# WHAT IS NEEDED:
Copy every record word for word. The images stay behind.

··· THE INPUT ···

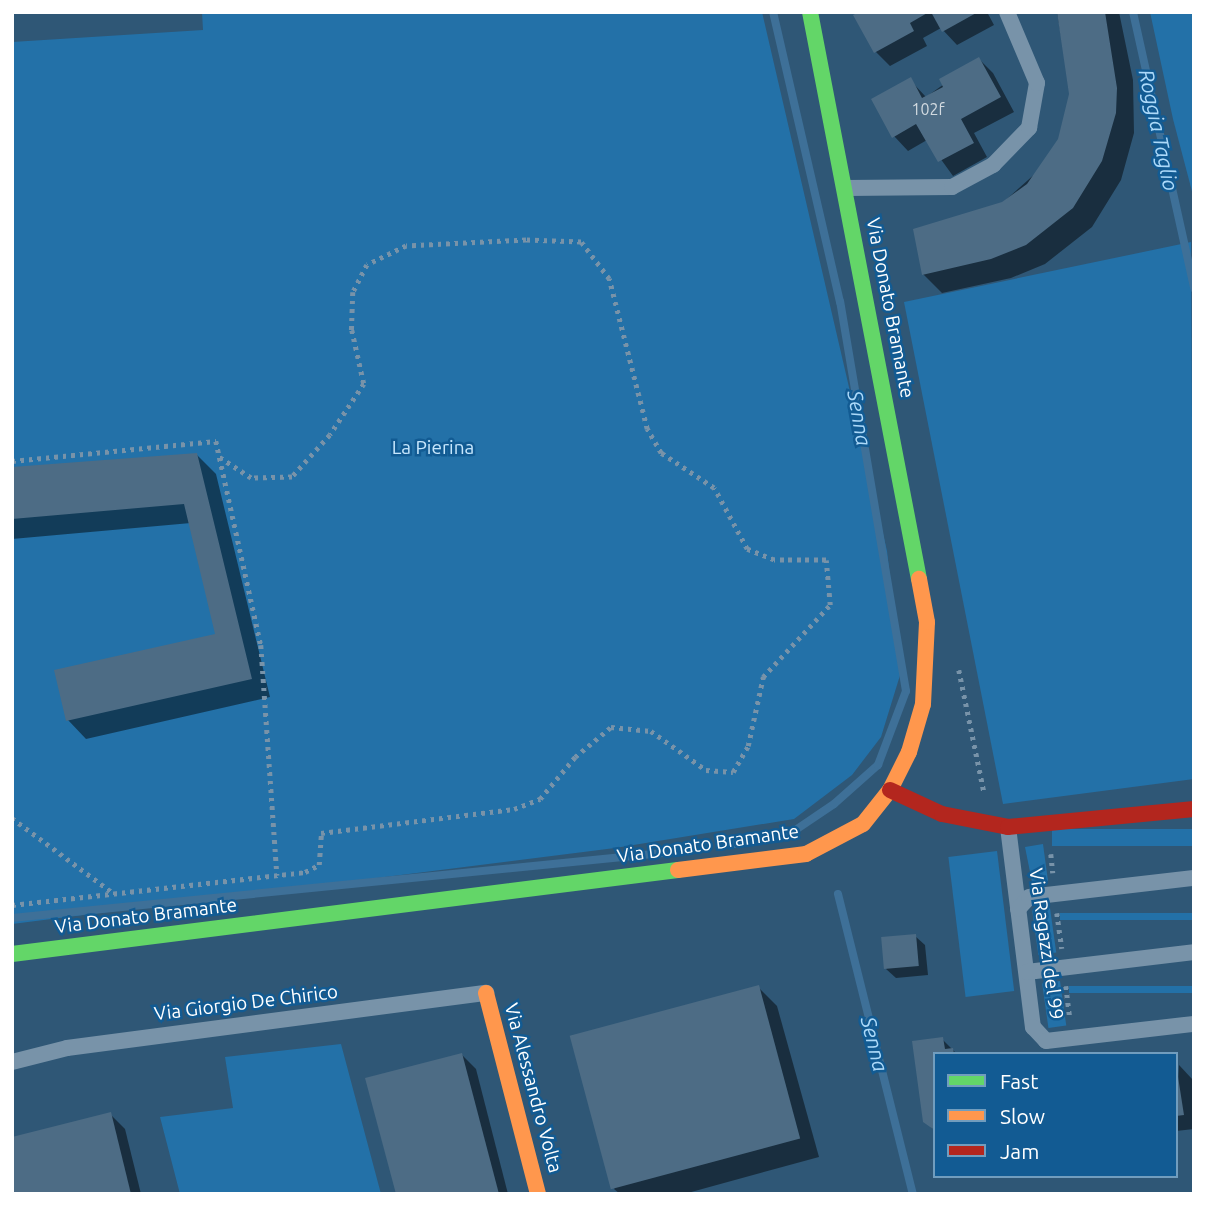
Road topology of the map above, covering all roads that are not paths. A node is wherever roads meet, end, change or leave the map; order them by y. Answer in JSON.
{"nodes":[{"id":1,"x":810,"y":12,"type":"edge"},
{"id":2,"x":1007,"y":12,"type":"edge"},
{"id":3,"x":846,"y":188,"type":"junction"},
{"id":4,"x":890,"y":790,"type":"junction"},
{"id":5,"x":1194,"y":809,"type":"edge"},
{"id":6,"x":1008,"y":827,"type":"junction"},
{"id":7,"x":1194,"y":878,"type":"edge"},
{"id":8,"x":1018,"y":909,"type":"junction"},
{"id":9,"x":1194,"y":952,"type":"edge"},
{"id":10,"x":12,"y":954,"type":"edge"},
{"id":11,"x":1027,"y":972,"type":"junction"},
{"id":12,"x":486,"y":993,"type":"joint"},
{"id":13,"x":1194,"y":1024,"type":"edge"},
{"id":14,"x":12,"y":1062,"type":"edge"},
{"id":15,"x":538,"y":1194,"type":"edge"}],
"edges":[{"from":1,"to":3,"type":"street","name":"Via Donato Bramante"},
{"from":2,"to":3,"type":"lane"},
{"from":3,"to":4,"type":"street","name":"Via Donato Bramante"},
{"from":4,"to":6,"type":"street"},
{"from":4,"to":10,"type":"street","name":"Via Donato Bramante"},
{"from":5,"to":6,"type":"street"},
{"from":6,"to":8,"type":"lane","name":"Via Ragazzi del 99"},
{"from":7,"to":8,"type":"lane"},
{"from":8,"to":11,"type":"lane","name":"Via Ragazzi del 99"},
{"from":9,"to":11,"type":"lane"},
{"from":11,"to":13,"type":"lane","name":"Via Ragazzi del 99"},
{"from":12,"to":14,"type":"lane","name":"Via Giorgio De Chirico"},
{"from":12,"to":15,"type":"street","name":"Via Alessandro Volta"}]}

···

# REPLY:
Road topology of the map above, covering all roads that are not paths. A node is wherever roads meet, end, change or leave the map; order them by y. Answer in JSON.
{"nodes":[{"id":1,"x":810,"y":12,"type":"edge"},
{"id":2,"x":1007,"y":12,"type":"edge"},
{"id":3,"x":846,"y":188,"type":"junction"},
{"id":4,"x":890,"y":790,"type":"junction"},
{"id":5,"x":1194,"y":809,"type":"edge"},
{"id":6,"x":1008,"y":827,"type":"junction"},
{"id":7,"x":1194,"y":878,"type":"edge"},
{"id":8,"x":1018,"y":909,"type":"junction"},
{"id":9,"x":1194,"y":952,"type":"edge"},
{"id":10,"x":12,"y":954,"type":"edge"},
{"id":11,"x":1027,"y":972,"type":"junction"},
{"id":12,"x":486,"y":993,"type":"joint"},
{"id":13,"x":1194,"y":1024,"type":"edge"},
{"id":14,"x":12,"y":1062,"type":"edge"},
{"id":15,"x":538,"y":1194,"type":"edge"}],
"edges":[{"from":1,"to":3,"type":"street","name":"Via Donato Bramante"},
{"from":2,"to":3,"type":"lane"},
{"from":3,"to":4,"type":"street","name":"Via Donato Bramante"},
{"from":4,"to":6,"type":"street"},
{"from":4,"to":10,"type":"street","name":"Via Donato Bramante"},
{"from":5,"to":6,"type":"street"},
{"from":6,"to":8,"type":"lane","name":"Via Ragazzi del 99"},
{"from":7,"to":8,"type":"lane"},
{"from":8,"to":11,"type":"lane","name":"Via Ragazzi del 99"},
{"from":9,"to":11,"type":"lane"},
{"from":11,"to":13,"type":"lane","name":"Via Ragazzi del 99"},
{"from":12,"to":14,"type":"lane","name":"Via Giorgio De Chirico"},
{"from":12,"to":15,"type":"street","name":"Via Alessandro Volta"}]}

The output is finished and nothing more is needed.